By the time the get the door open I'll be dead.
Dan dreamed of Earth: a confused, troubled dream. He was sailing a racing yacht, running before the wind neck-and-neck with
many other boats. Warm tropical sunlight beat down on his shoulders and back as he gripped the tiller with one hand while
the boat's computer adjusted the sails for every change in the breeze.
The boat knifed through the water, but suddenly it was a car that Dan was driving at breakneck speed through murderously heavy
traffic. Dan didn't know where he was; some city freeway, a dozen lanes clogged with cars and buses and enormous semi rigs
chuffing smoke and fumes into the dirty gray, sullen sky. Something was wrong with the car's air conditioning; it was getting
uncomfortably hot in the driver's seat. Dan started to open his window but realized that the windows had to stay shut. There's
no air to breath out there, he said to himself, knowing it was ridiculous because he wasn't in space, he was on Earth and
he was suffocating, choking, coughing.
He woke up coughing with Pancho's voice blaring in his ears, “Recharge your backpack, boss! You're runnin' low on air.”
Blackness. He couldn't see a thing. For a moment he felt
panic surging through him, then it fell into place. Buried in the asteroid. Time to refill his backpack's air tank. In the
dark. By touch.
“Lemme help you,” Pancho said.
Dan sensed her beside him. The gravelly dirt shifted, crunched. Something bumped into his side.
“Oops.'Scuse me.”
Dan pushed one hand through the gritty stuff, remembering where he'd put the cylinders.
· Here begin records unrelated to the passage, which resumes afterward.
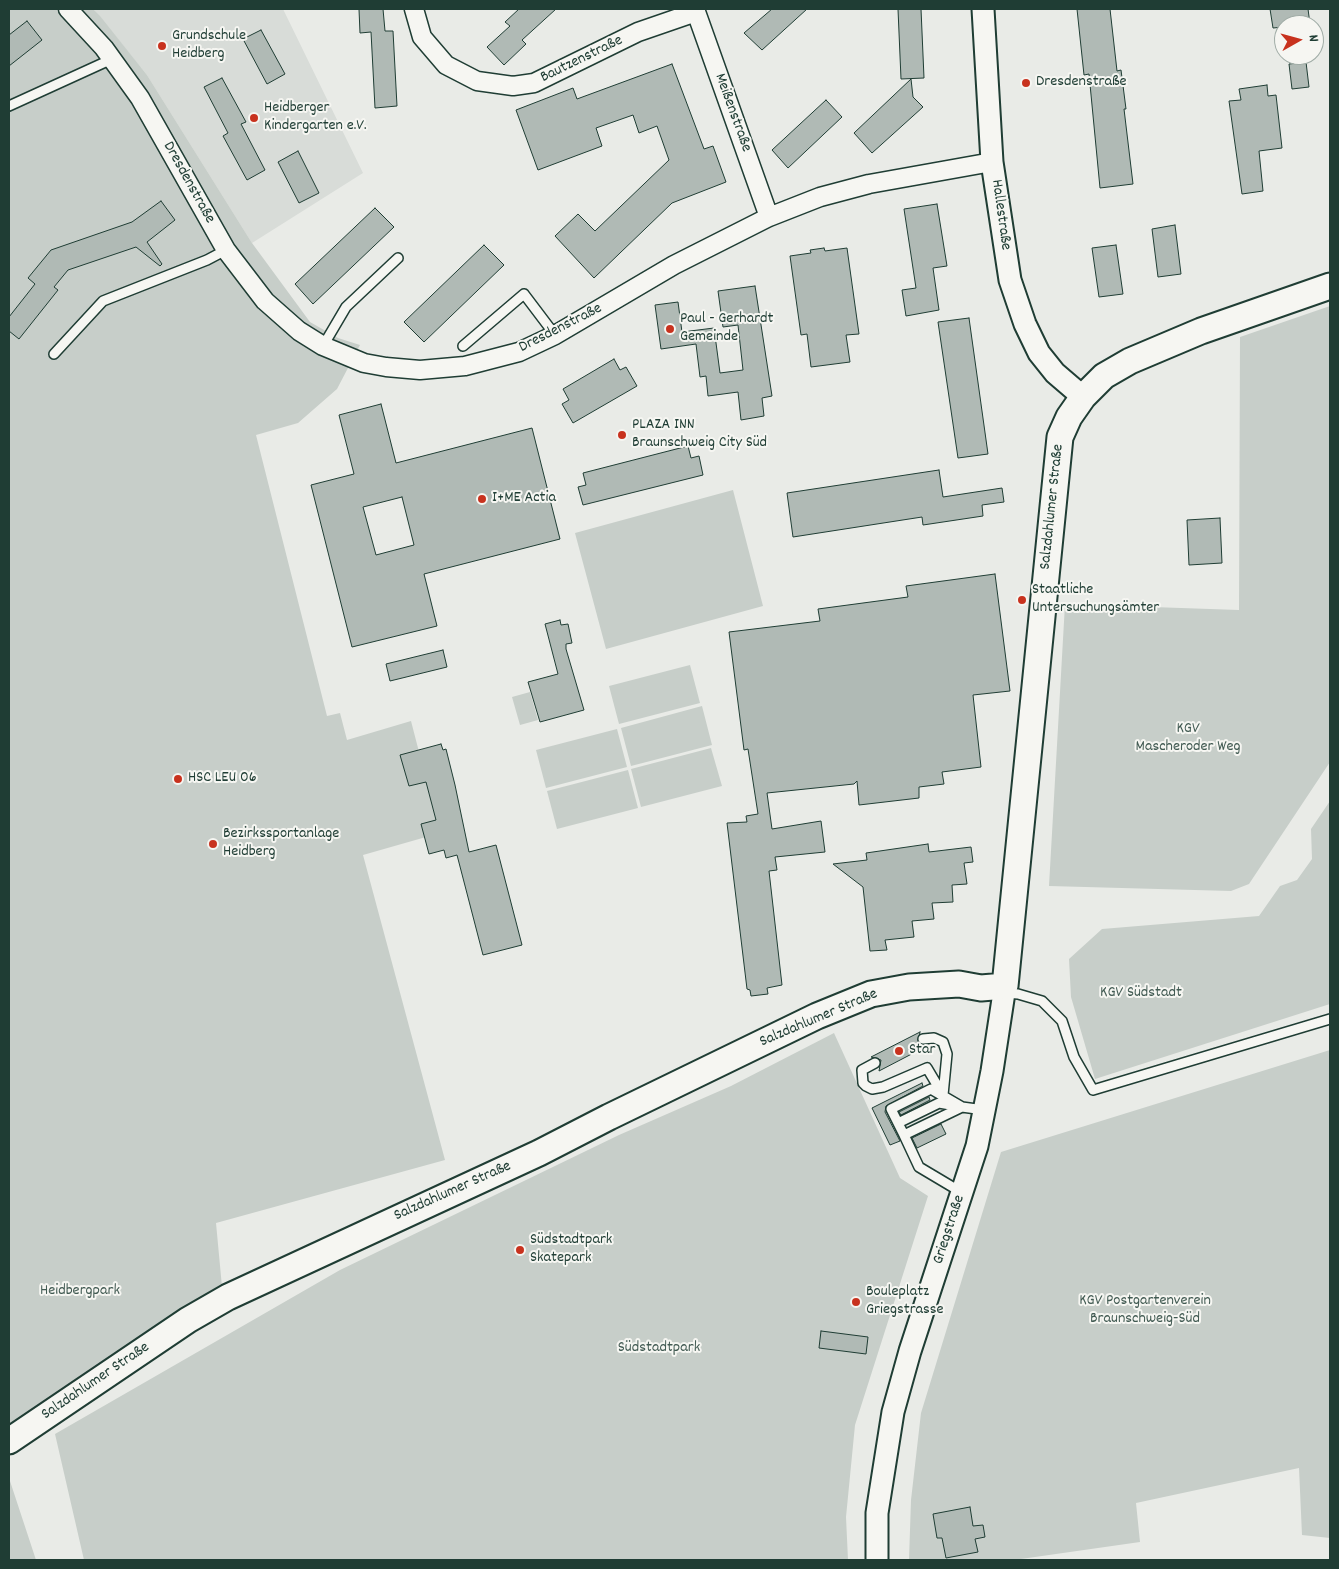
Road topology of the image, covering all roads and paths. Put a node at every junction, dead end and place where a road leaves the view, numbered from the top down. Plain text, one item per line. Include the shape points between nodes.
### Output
1 (68, 9) edge
2 (414, 9) edge
3 (983, 9) edge
4 (695, 10) edge
5 (112, 59) junction
6 (9, 106) edge
7 (992, 162) junction
8 (769, 217) junction
9 (226, 250) junction
10 (398, 258) dead end
11 (1330, 286) edge
12 (556, 335) junction
13 (323, 346) junction
14 (463, 346) dead end
15 (54, 354) dead end
16 (1082, 397) junction
17 (1005, 990) junction
18 (1330, 1019) edge
19 (923, 1039) dead end
20 (875, 1064) dead end
21 (943, 1095) junction
22 (962, 1107) junction
23 (984, 1110) junction
24 (898, 1123) junction
25 (904, 1135) junction
26 (963, 1193) junction
27 (9, 1441) edge
28 (877, 1560) edge

1 - 5 street, Dresdenstraße
2 - 4 street, Bautzenstraße via 422,37 446,65 477,81 513,86 534,83 638,32
3 - 7 street, Hallestraße
4 - 8 street, Meißenstraße
5 - 6 lane
5 - 9 street, Dresdenstraße via 144,106
7 - 8 street, Dresdenstraße via 869,184 820,197
7 - 16 street, Hallestraße via 1010,280 1024,324 1049,366
8 - 12 street, Dresdenstraße via 674,265
9 - 13 street, Dresdenstraße via 244,276 280,316
9 - 15 lane via 103,302
10 - 13 lane via 346,307
11 - 16 main road, Salzdahlumer Straße via 1201,331 1130,361 1104,376
12 - 13 street, Dresdenstraße via 492,361 427,369 364,363
12 - 14 lane via 524,294
16 - 17 main road, Salzdahlumer Straße via 1060,438
17 - 18 lane via 1042,1001 1062,1021 1074,1057 1093,1090
17 - 23 street, Griegstraße
17 - 27 main road, Salzdahlumer Straße via 959,984 909,987 871,994 817,1016 539,1153 228,1297 172,1330
19 - 21 lane via 934,1038 943,1042 947,1054
20 - 21 lane via 862,1070 863,1083 872,1089 926,1068
21 - 22 lane
21 - 24 lane via 931,1089 891,1109
22 - 23 lane
22 - 24 lane via 939,1103
22 - 25 lane
23 - 26 street, Griegstraße
24 - 25 lane
25 - 26 lane via 919,1168
26 - 28 street, Griegstraße via 893,1412 878,1513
“I've got the hose,” he said.
“Okay, good. That's what I was lookin' for.”
“Groping for, you mean.”
“Whatever. Hand it to me now.”
Dan felt her hand pushing against his side. “I can do it,” he said.
“Better let me,” said Pancho. “You're tired and fatigue makes you sloppy, causes mistakes.”
“I'm all right.”
“Sure. But just lemme do it, huh? Tired astronauts don't live long.”
“And rain makes applesauce,” he mumbled, pushing the end of the hose into her waiting hand.
“Don't open it up yet,” Pancho warned. “Don't want grit or dust contaminating the air.”
“I know,” he groused.
It seemed to take hours. Dan tried to keep from coughing but the air in his suit seemed awfully thick; his chest was hurting.
He pictured old pantomime comedy routines as he and Pancho haltingly fumbled with the air hose, working blindly, and refilled
each other's suit tanks. They filled Dan's backpack first, and within a minute he could take a deep breath again without it
catching in his throat.
Once they filled Pancho's backpack he heard her inhale deeply. “Best canned air in the solar system,” she announced happily.
“What time is it? How long do we have to go?”
“Lemme see⦠seven and a half hours.”
“That's how long we've been down here?”
“Nope, that's how long we still have to go,” Pancho answered.
“Another seven and a half hours?”
Pancho laughed. “You sound like a kid in the back seat of a car.”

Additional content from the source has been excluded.